[Information given]:
%%
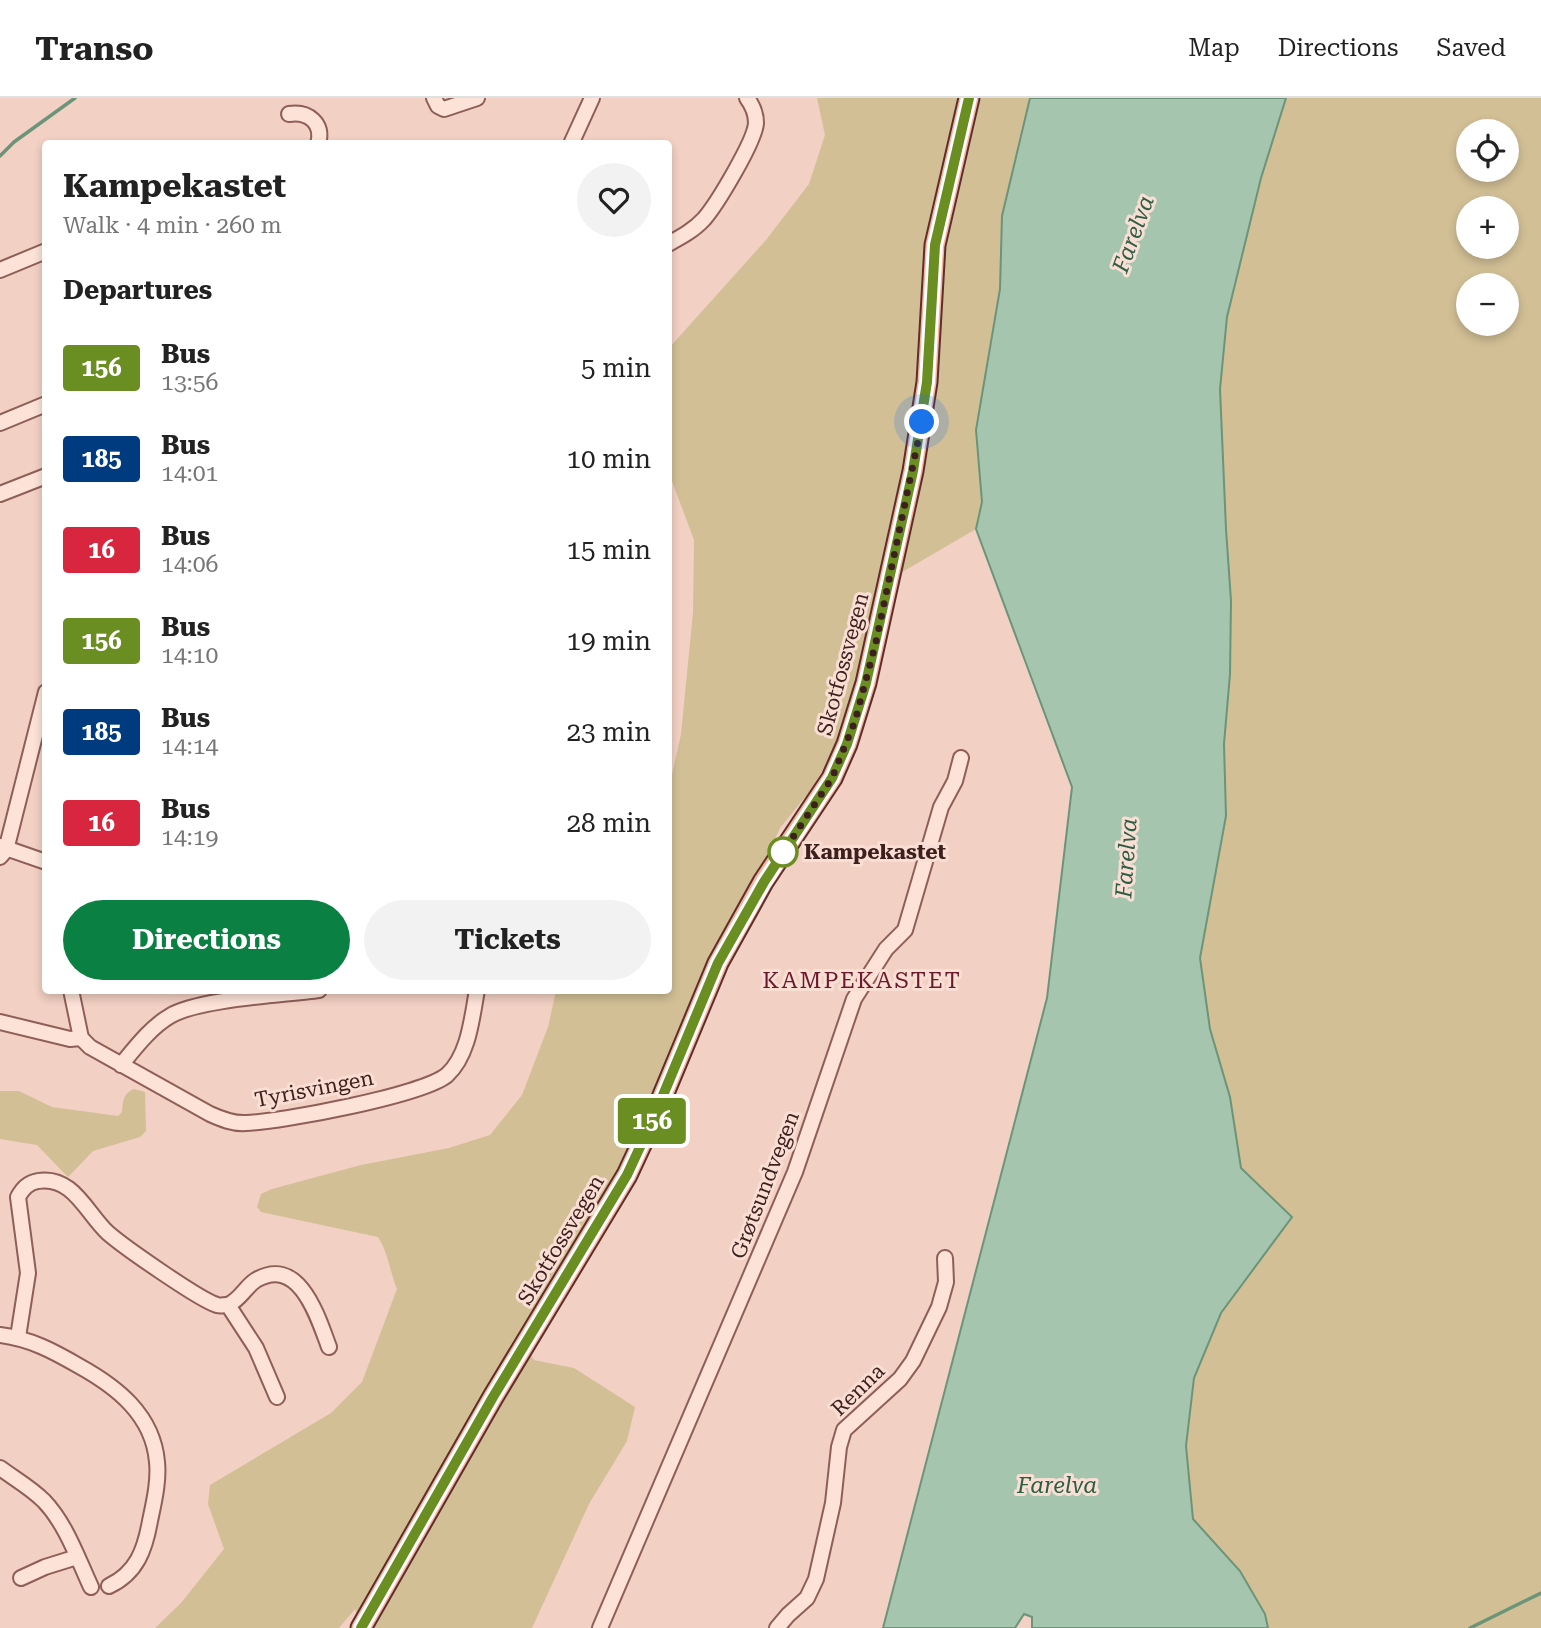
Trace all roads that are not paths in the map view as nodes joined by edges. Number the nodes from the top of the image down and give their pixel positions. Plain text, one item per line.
1 (434, 98) edge
2 (477, 98) edge
3 (592, 98) edge
4 (747, 98) edge
5 (969, 98) edge
6 (289, 114) dead end
7 (319, 140) edge
8 (573, 140) edge
9 (672, 241) edge
10 (42, 253) edge
11 (0, 270) edge
12 (42, 406) edge
13 (0, 423) edge
14 (42, 478) edge
15 (0, 494) edge
16 (42, 706) edge
17 (961, 758) dead end
18 (2, 851) edge
19 (42, 861) edge
20 (72, 994) edge
21 (288, 994) edge
22 (476, 994) edge
23 (0, 1022) edge
24 (81, 1038) junction
25 (121, 1065) junction
26 (945, 1258) dead end
27 (228, 1305) junction
28 (0, 1335) edge
29 (18, 1337) junction
30 (329, 1347) dead end
31 (277, 1397) dead end
32 (0, 1468) edge
33 (77, 1557) junction
34 (21, 1578) dead end
35 (109, 1586) dead end
36 (91, 1587) dead end
37 (361, 1628) edge
38 (600, 1628) edge
39 (777, 1628) edge

1 - 2 street
3 - 8 street
4 - 9 street
5 - 37 main road, Skotfossvegen
6 - 7 street
10 - 11 street
12 - 13 street
14 - 15 street
16 - 18 street
17 - 38 street, Grøtsundvegen
18 - 19 street
20 - 24 street
21 - 25 street
22 - 25 street, Tyrisvingen
23 - 24 street
24 - 25 street, Tyrisvingen
26 - 39 street, Renna
27 - 29 street
27 - 30 street
27 - 31 street
28 - 29 street
29 - 35 street
32 - 33 street
33 - 34 street
33 - 36 street

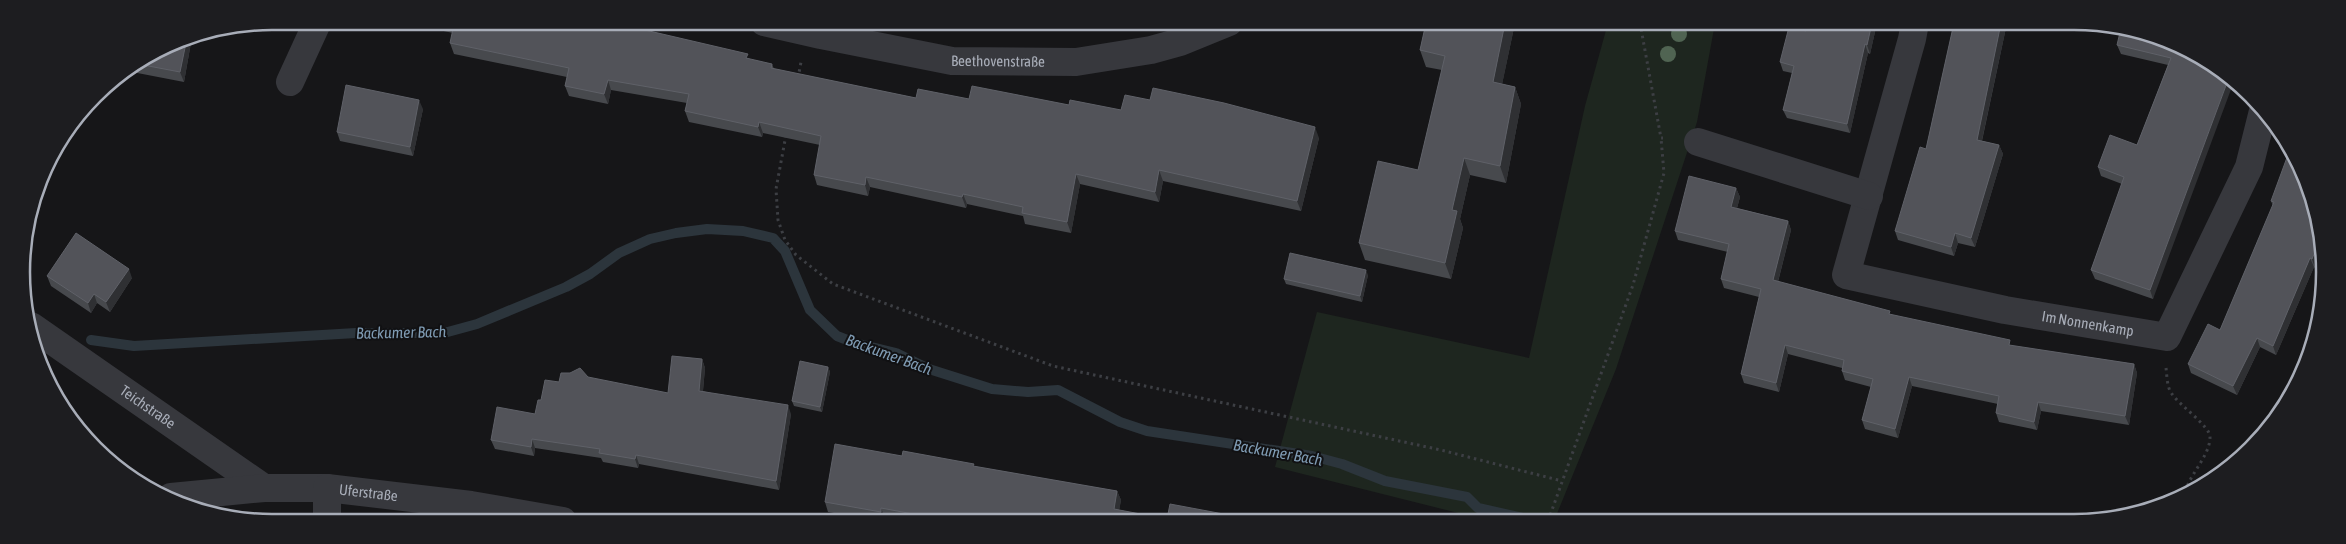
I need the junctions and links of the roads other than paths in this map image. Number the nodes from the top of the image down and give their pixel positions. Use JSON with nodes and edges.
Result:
{"nodes":[{"id":1,"x":314,"y":30,"type":"edge"},
{"id":2,"x":827,"y":30,"type":"edge"},
{"id":3,"x":1209,"y":30,"type":"edge"},
{"id":4,"x":1914,"y":30,"type":"edge"},
{"id":5,"x":290,"y":82,"type":"dead end"},
{"id":6,"x":2261,"y":119,"type":"edge"},
{"id":7,"x":1698,"y":142,"type":"road end"},
{"id":8,"x":1869,"y":196,"type":"junction"},
{"id":9,"x":37,"y":330,"type":"edge"},
{"id":10,"x":264,"y":488,"type":"junction"},
{"id":11,"x":327,"y":488,"type":"junction"},
{"id":12,"x":180,"y":496,"type":"edge"},
{"id":13,"x":327,"y":514,"type":"edge"},
{"id":14,"x":523,"y":514,"type":"edge"}],
"edges":[{"from":1,"to":5,"type":"street"},
{"from":2,"to":3,"type":"street","name":"Beethovenstraße"},
{"from":4,"to":8,"type":"street","name":"Im Nonnenkamp"},
{"from":6,"to":8,"type":"street","name":"Im Nonnenkamp"},
{"from":7,"to":8,"type":"street"},
{"from":9,"to":10,"type":"street","name":"Teichstraße"},
{"from":10,"to":11,"type":"street","name":"Uferstraße"},
{"from":10,"to":12,"type":"street","name":"Uferstraße"},
{"from":11,"to":13,"type":"street"},
{"from":11,"to":14,"type":"street","name":"Uferstraße"}]}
%%
[Exercise brief]:
Scan the records above for the string "Uferstraße", and copy every line where it turns up.

[Finished exercise]:
{"from":10,"to":11,"type":"street","name":"Uferstraße"},
{"from":10,"to":12,"type":"street","name":"Uferstraße"},
{"from":11,"to":14,"type":"street","name":"Uferstraße"}]}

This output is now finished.